SHIP NAME:  Mormacgulf (1)



BUILDER:  Ingalls Shipbuilding Corporation, Pascagoula, Mississippi


KEEL LAID:   June 28, 1941


LAUNCH  DATE:  February 15, 1942



SPEED:  18


OUTSTANDING POINTS:   Never turned over to Moore-McCormack Lines


SUBSEQUENT HISTORY:  Commissioned by the US Navy on April 9, 1943 and simultaneously transferred via the Lend-Lease program to the United Kingdom.  Than same day she was renamed HMS Chaser D32.  Returned to the US Navy custody May 12, 1946 and sold to merchant service to the Dutch on December 20, 1946 as Aagtekerk Destroyed in the later part of 1972 or 1973.



SHIP NAME:  Mormacgulf (2)

OFFICIAL NO:  249698


BUILDER:  Ingalls Shipbuilding Corporation, Pascagoula, Mississippi



CHRISTENED BY:  Mrs. Styles Bridges, wife of US Senator from New Hampshire.




SPEED:  17.5

PASSENGERS: 12 in 6 staterooms.

OUTSTANDING POINTS:   See Mooremack stories below and next page.

PRIOR HISTORY: New for Moore-McCormack

SUBSEQUENT HISTORY:  She was stripped at 23rd Street of all non-essentials from passenger quarters and scrapped by Moore-McCormack in July 1970 in Kaoshung, Taiwan.


Mormacgulf maiden voyage


The Mormacgulf returns to New York, completing her maiden voyage. 

In drydock. (Courtesy of William Cilley, who served as Chief Mate.)


Mormacgulf in Welland Canal


The ship is in the Welland Canal between Lake Ontario and Lake Erie.  Bill Cilley can be seen in the photo.  He is the officer on the foredeck with one of the crew standing directly behind him. (Courtesy of William Cilley, who served as Chief Mate.)


Tall Tales

("The Mooremack News," December 1947)

(Courtesy of Vincent Fiorenza)

When the Mormacgulf stopped at Boston recently en route to Montreal, Captain J. R. Hodges was interviewed by the Christian Science Monitor.  The amusing story that resulted from this interview was written by John Bunker, and is reproduced below in its entirety with the permission of the Monitor:

"Passengers who ride the SS Mormacgulf of Moore-McCormack Lines to South America never quite convince themselves that Capt. J. R. Hodges is just Master of the ship.

"They keep thinking that this distinguished-appearing Ship Master, in Boston on the Mormacgulf this week, is more likely a tycoon, a new Ambassador off to some South American post, or perhaps a noted archaeologist southward bound to prod among Inca ruins.Captain J. R. Hodges behind model of Mormacgulf

"But Captain Hodges, although he doesn’t act like the old salt that passengers usually expect to see, has had enough adventure in his twenty years in the merchant marine to fill a rip- roaring thriller of the sea … and one well spiced with laughs, for skipper Hodges has a reputation as a practical joker par excellence.
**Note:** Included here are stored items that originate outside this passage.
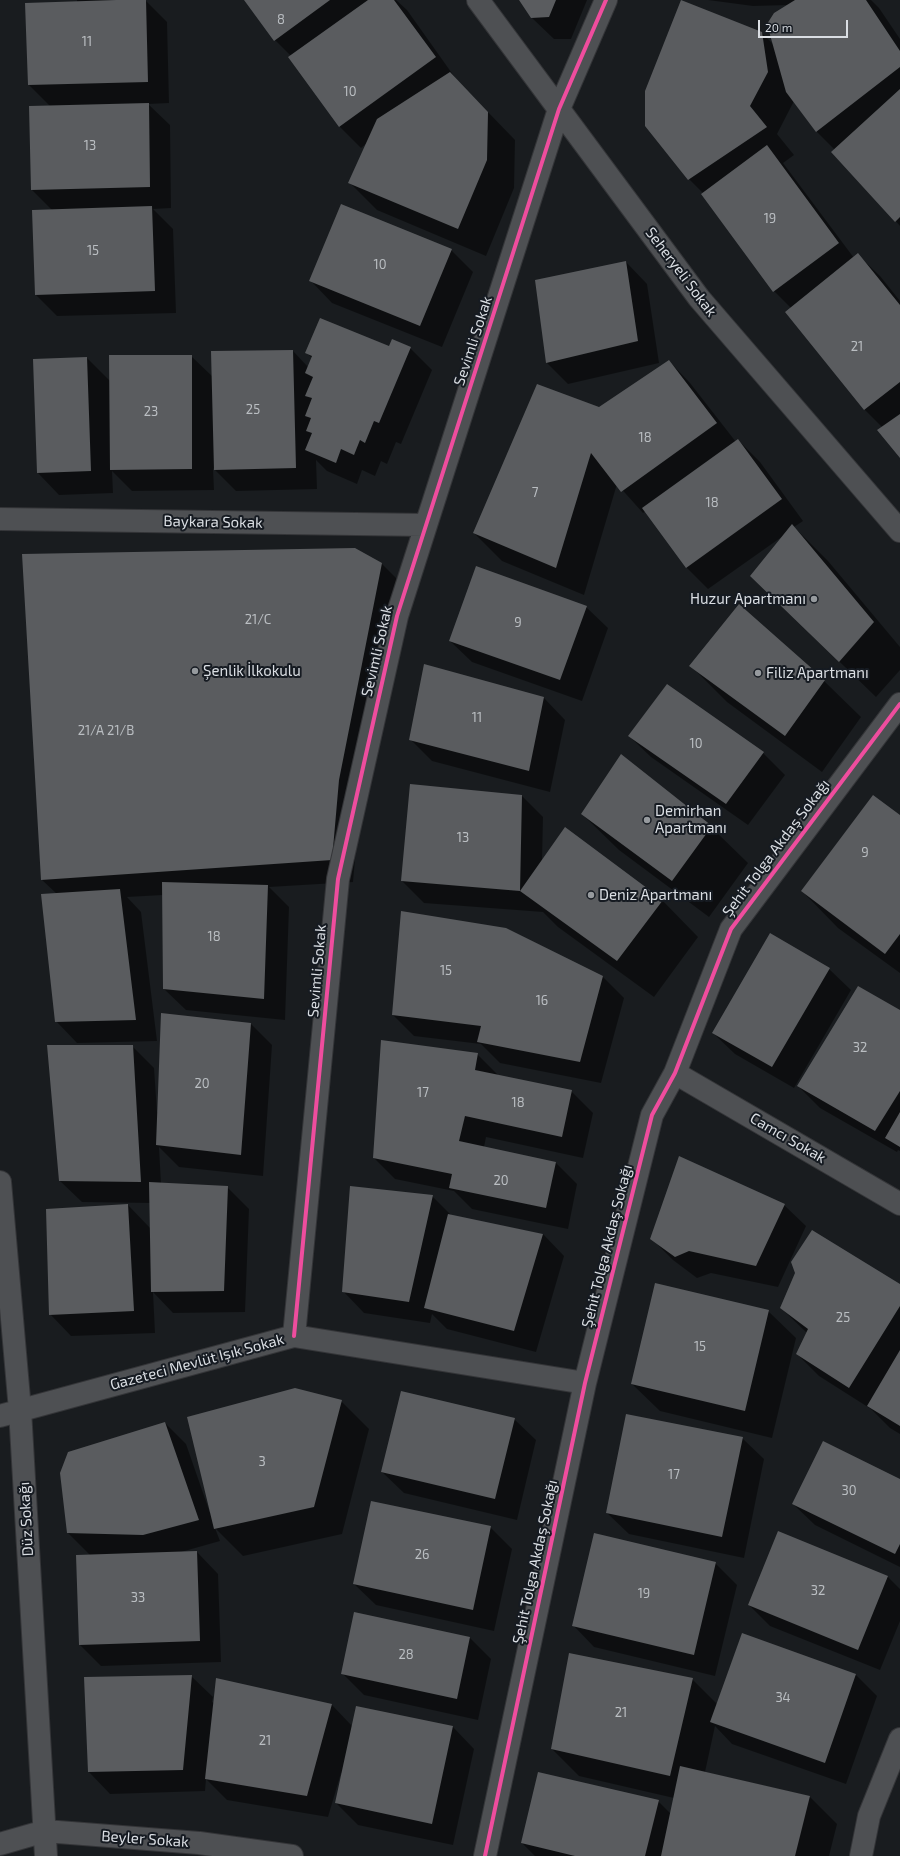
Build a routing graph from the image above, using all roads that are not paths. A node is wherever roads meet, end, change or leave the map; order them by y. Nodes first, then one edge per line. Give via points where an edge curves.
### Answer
1 (478, 0) edge
2 (606, 0) edge
3 (559, 109) junction
4 (0, 519) edge
5 (426, 525) junction
6 (900, 531) edge
7 (900, 704) edge
8 (675, 1073) junction
9 (0, 1182) edge
10 (900, 1204) edge
11 (294, 1336) junction
12 (585, 1383) junction
13 (10, 1413) edge
14 (900, 1739) edge
15 (45, 1831) junction
16 (0, 1844) edge
17 (46, 1856) edge
18 (292, 1856) edge
19 (485, 1856) edge
20 (861, 1856) edge

1 - 3 street, Seheryeli Sokak
2 - 3 street, Sevimli Sokak
3 - 5 street, Sevimli Sokak
3 - 6 street, Seheryeli Sokak via 699,298
4 - 5 street, Baykara Sokak
5 - 11 street, Sevimli Sokak via 397,616 338,879
7 - 8 street, Şehit Tolga Akdaş Sokağı via 731,929
8 - 10 street, Camcı Sokak
8 - 12 street, Şehit Tolga Akdaş Sokağı via 652,1115
9 - 13 street, Düz Sokağı
11 - 12 street, Gazeteci Mevlüt Işık Sokak
11 - 13 street, Gazeteci Mevlüt Işık Sokak
12 - 19 street, Şehit Tolga Akdaş Sokağı
13 - 15 street, Düz Sokağı
14 - 20 street via 869,1816
15 - 16 street, Beyler Sokak
15 - 17 street, Düz Sokağı
15 - 18 street, Beyler Sokak via 199,1843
"He commanded the SS Mormacmoon in 1942 when it was only one of four merchant ships from a convoy of 12 that got safely through to Malta with supplies for that embattled island.  That voyage, in the first convoy to breach the Malta blockade, was an epic in itself, but Captain Hodges likes better to talk about the time when he was Admiral of the Colombian Navy.  There’s more humor in that.

"Back in 1932 when the Colombian port of Leticia was seized by Peru a virtual state of war existed in the jungles of the upper Amazon.

"'While the League of Nations tried to settle the trouble, both nations hurriedly recruited military and naval adventurers of many nations for what appeared would soon be a large-scale war.

"It was then that Captain Hodges was offered—and accepted—the job as Admiral and Commander in Chief of the Colombian Navy.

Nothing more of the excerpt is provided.